Lt. Gov. Susan Bysiewicz joined city leaders in the conference room Tuesday to formally announce the state funding, part of the $17.9 million awarded to 13 municipalities through the state Department of Economic and Community Development Brownfield Remediation Program. The news conference was supposed to be held on the site, but the cold winds forced the gathering inside.
“I’m so delighted that the state of Connecticut chose this parcel for remediation," she said. "New London is one of the more densely populated cities in the state, and to have a large parcel of empty land, to have that not being used by the community is a tragedy.”
“A community recreation center is something that is much needed, and this site is in the midst of what is becoming, and what will be, a very vibrant site for housing, tourism and recreation,” she added.

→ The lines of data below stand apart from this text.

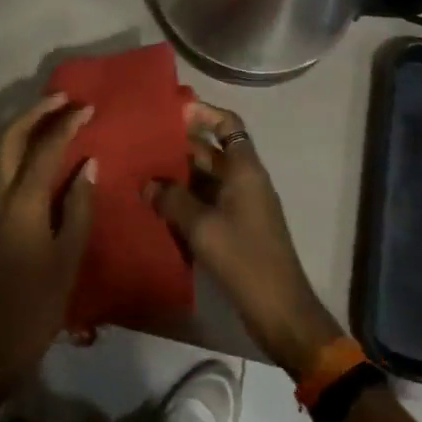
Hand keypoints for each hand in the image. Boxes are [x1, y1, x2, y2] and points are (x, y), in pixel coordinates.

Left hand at [0, 94, 96, 387]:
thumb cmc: (40, 303)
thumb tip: (88, 164)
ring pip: (0, 150)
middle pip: (9, 139)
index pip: (44, 150)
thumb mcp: (69, 256)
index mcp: (22, 204)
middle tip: (62, 98)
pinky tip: (40, 150)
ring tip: (52, 114)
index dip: (65, 125)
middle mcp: (0, 196)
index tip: (87, 107)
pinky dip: (19, 147)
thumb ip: (78, 206)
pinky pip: (2, 167)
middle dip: (34, 113)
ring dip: (23, 126)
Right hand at [144, 103, 342, 377]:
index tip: (170, 111)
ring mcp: (240, 205)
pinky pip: (205, 202)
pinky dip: (183, 200)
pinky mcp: (234, 228)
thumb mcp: (202, 227)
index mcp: (245, 169)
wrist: (280, 311)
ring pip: (205, 178)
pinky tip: (156, 205)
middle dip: (178, 145)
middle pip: (211, 150)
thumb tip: (147, 182)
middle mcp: (244, 180)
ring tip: (141, 171)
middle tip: (141, 142)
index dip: (202, 113)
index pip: (227, 124)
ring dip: (177, 175)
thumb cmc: (244, 258)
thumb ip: (172, 200)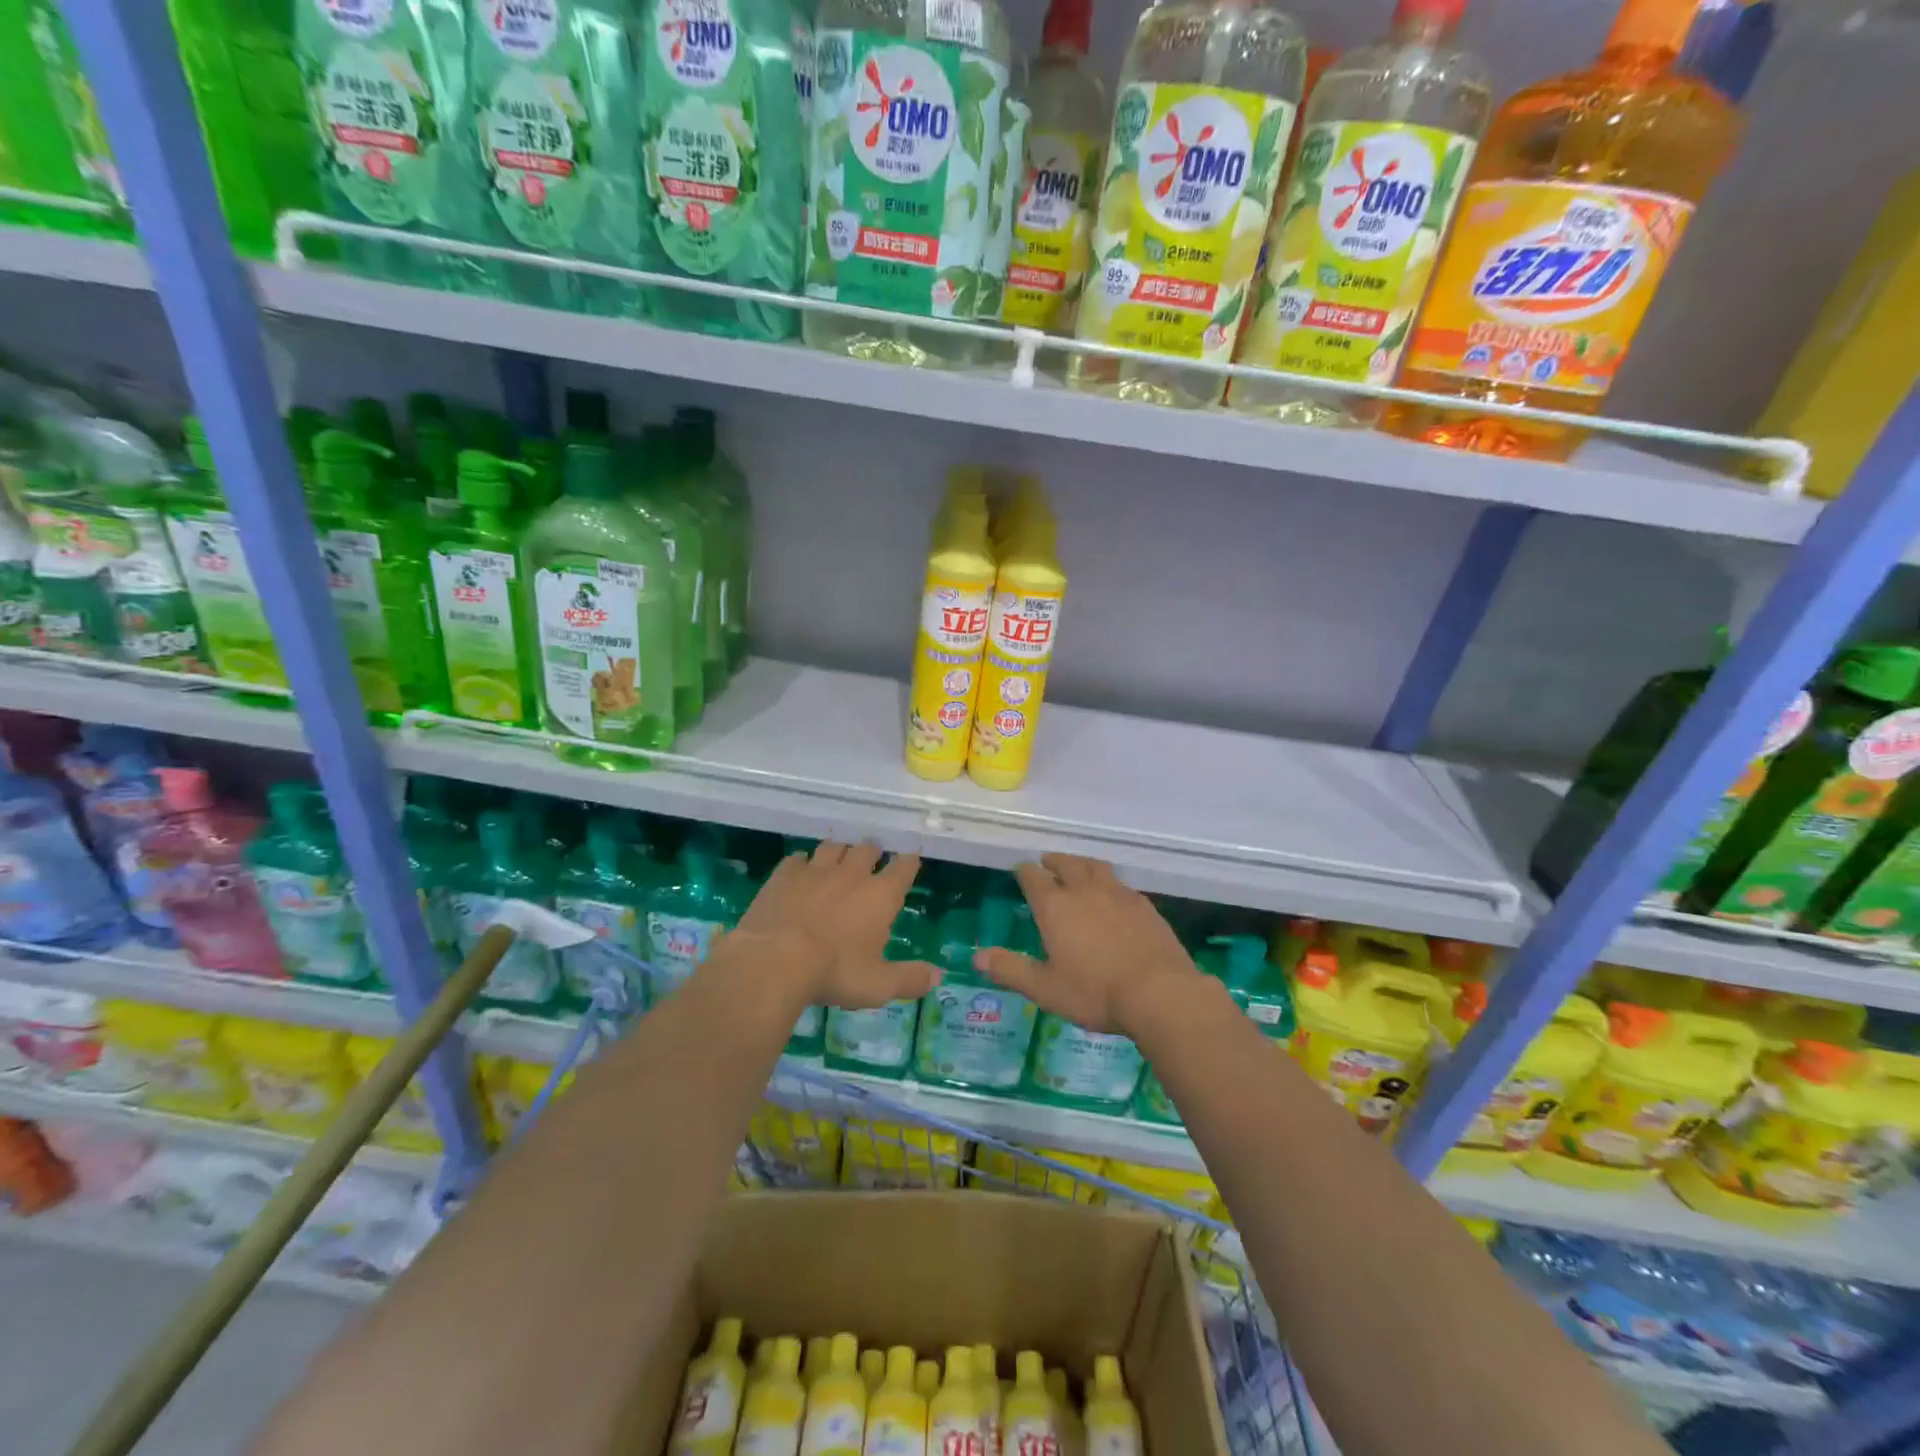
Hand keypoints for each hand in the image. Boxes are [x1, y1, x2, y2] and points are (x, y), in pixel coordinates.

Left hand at [727, 841, 939, 1010]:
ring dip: (840, 851)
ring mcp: (816, 870)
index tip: (911, 860)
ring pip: (834, 847)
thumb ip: (909, 979)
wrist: (774, 960)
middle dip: (873, 853)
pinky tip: (801, 870)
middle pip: (868, 849)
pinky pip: (798, 858)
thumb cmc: (834, 972)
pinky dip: (803, 862)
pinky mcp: (785, 875)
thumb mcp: (877, 985)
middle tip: (873, 860)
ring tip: (840, 859)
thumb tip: (938, 977)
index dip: (909, 862)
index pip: (903, 868)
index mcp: (880, 895)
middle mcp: (852, 874)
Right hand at [974, 855, 1202, 1035]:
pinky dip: (1109, 883)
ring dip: (1082, 864)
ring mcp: (1118, 893)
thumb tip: (976, 957)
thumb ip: (1010, 970)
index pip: (1032, 877)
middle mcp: (1084, 890)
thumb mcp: (1045, 988)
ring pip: (1095, 867)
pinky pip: (1121, 883)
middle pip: (1066, 863)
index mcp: (1055, 906)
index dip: (1024, 872)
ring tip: (1078, 869)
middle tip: (1047, 864)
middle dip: (1053, 862)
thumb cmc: (1094, 992)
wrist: (1159, 993)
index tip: (1020, 871)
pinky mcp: (1144, 904)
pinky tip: (1113, 896)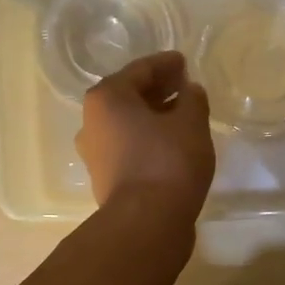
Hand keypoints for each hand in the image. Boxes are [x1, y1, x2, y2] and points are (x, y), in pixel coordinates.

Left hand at [77, 51, 214, 221]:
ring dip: (152, 117)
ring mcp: (94, 154)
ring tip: (182, 116)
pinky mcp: (105, 179)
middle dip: (157, 90)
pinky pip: (129, 147)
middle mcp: (91, 122)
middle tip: (184, 87)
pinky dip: (148, 140)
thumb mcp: (191, 123)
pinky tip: (171, 144)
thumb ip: (192, 99)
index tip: (184, 62)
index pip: (140, 70)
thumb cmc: (168, 161)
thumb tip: (189, 91)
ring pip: (127, 124)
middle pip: (128, 97)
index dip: (165, 64)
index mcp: (106, 98)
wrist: (147, 222)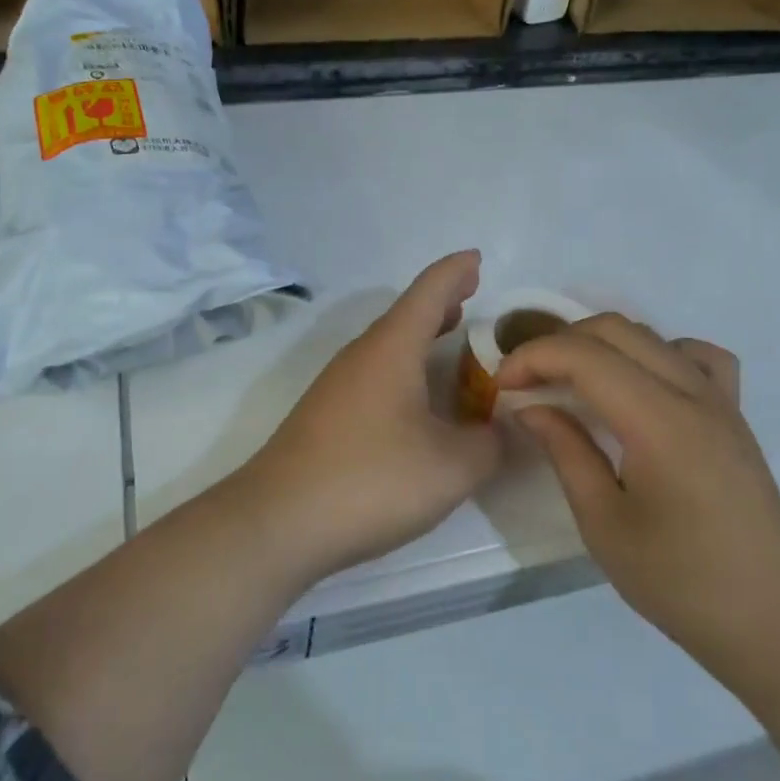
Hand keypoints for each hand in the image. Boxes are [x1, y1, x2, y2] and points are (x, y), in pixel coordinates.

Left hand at [242, 251, 504, 579]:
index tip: (476, 258)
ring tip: (451, 338)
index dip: (456, 272)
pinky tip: (417, 399)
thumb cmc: (371, 480)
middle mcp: (361, 355)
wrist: (278, 521)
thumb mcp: (452, 467)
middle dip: (441, 303)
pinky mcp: (326, 414)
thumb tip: (500, 430)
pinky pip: (375, 373)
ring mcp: (337, 385)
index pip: (429, 292)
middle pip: (406, 315)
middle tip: (472, 297)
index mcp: (392, 348)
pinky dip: (405, 369)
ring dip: (421, 337)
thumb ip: (489, 443)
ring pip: (388, 346)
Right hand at [498, 315, 779, 666]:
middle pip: (616, 330)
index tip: (501, 384)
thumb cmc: (680, 582)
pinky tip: (644, 387)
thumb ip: (565, 452)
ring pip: (653, 336)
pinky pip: (698, 357)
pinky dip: (659, 353)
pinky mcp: (735, 416)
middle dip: (559, 343)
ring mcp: (722, 401)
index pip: (586, 356)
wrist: (773, 621)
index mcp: (659, 422)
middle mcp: (694, 394)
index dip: (534, 358)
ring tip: (574, 381)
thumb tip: (531, 407)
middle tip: (528, 381)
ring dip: (602, 345)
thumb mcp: (603, 523)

An extended-stay hotel and 100-unit apartment complex are under development on a different portion of the Fort Trumbull peninsula.
Bysiewicz credited the advocacy of New London Mayor Michael Passero and legislators such as state Rep. Anthony Nolan, D-New London, for the reason the project “rose to the top” on the list of proposals.
Plans for the recreation center are now in the schematic drawing phase, when details such as building layout and program elements are incorporated into usable blueprints. When completed, the blueprints are expected to help firm up cost estimates for the project.
The city intends to build a 62,000-square-foot building with amenities such as fitness rooms, offices and an eight-lane swimming pool expected to attract memberships and event space rentals from around the region. The facility also will be the headquarters of the city’s Recreation Department and New London Youth Affairs and their various programs.
Developers expected a small amount of contamination in the soil at the site but reported at last week’s Community Center Taskforce meeting that test borings have so far revealed no major issues.
Felix Reyes, director of the city’s Office of Community and Economic Development, said if the projected timeline holds, bid packages for contractors will be ready in April in anticipation of shovels in the ground sometime this spring.
“I’m excited to be part of this. It’s something that’s always been talked about,” City Council member Akil Peck said at Tuesday’s gathering.
Peter Davis, executive director of the city’s development arm — the Renaissance City Development Association — said the state funding will benefit not only the recreation center but also any future development on the site. Plans show the community recreation center occupying about 5 acres of parcels labeled 3B and 3C.
“It’s a huge shot in the arm," he said. "If not for this funding, it would have cost the city more money for the community center project. It helps RCDA to market what’s left of 3C because we don’t have to pass that cost over to a developer.”
With the foot traffic on the peninsula expected to dramatically increase, Davis said it would make sense to develop some type of restaurant or grab-and-go breakfast joint there.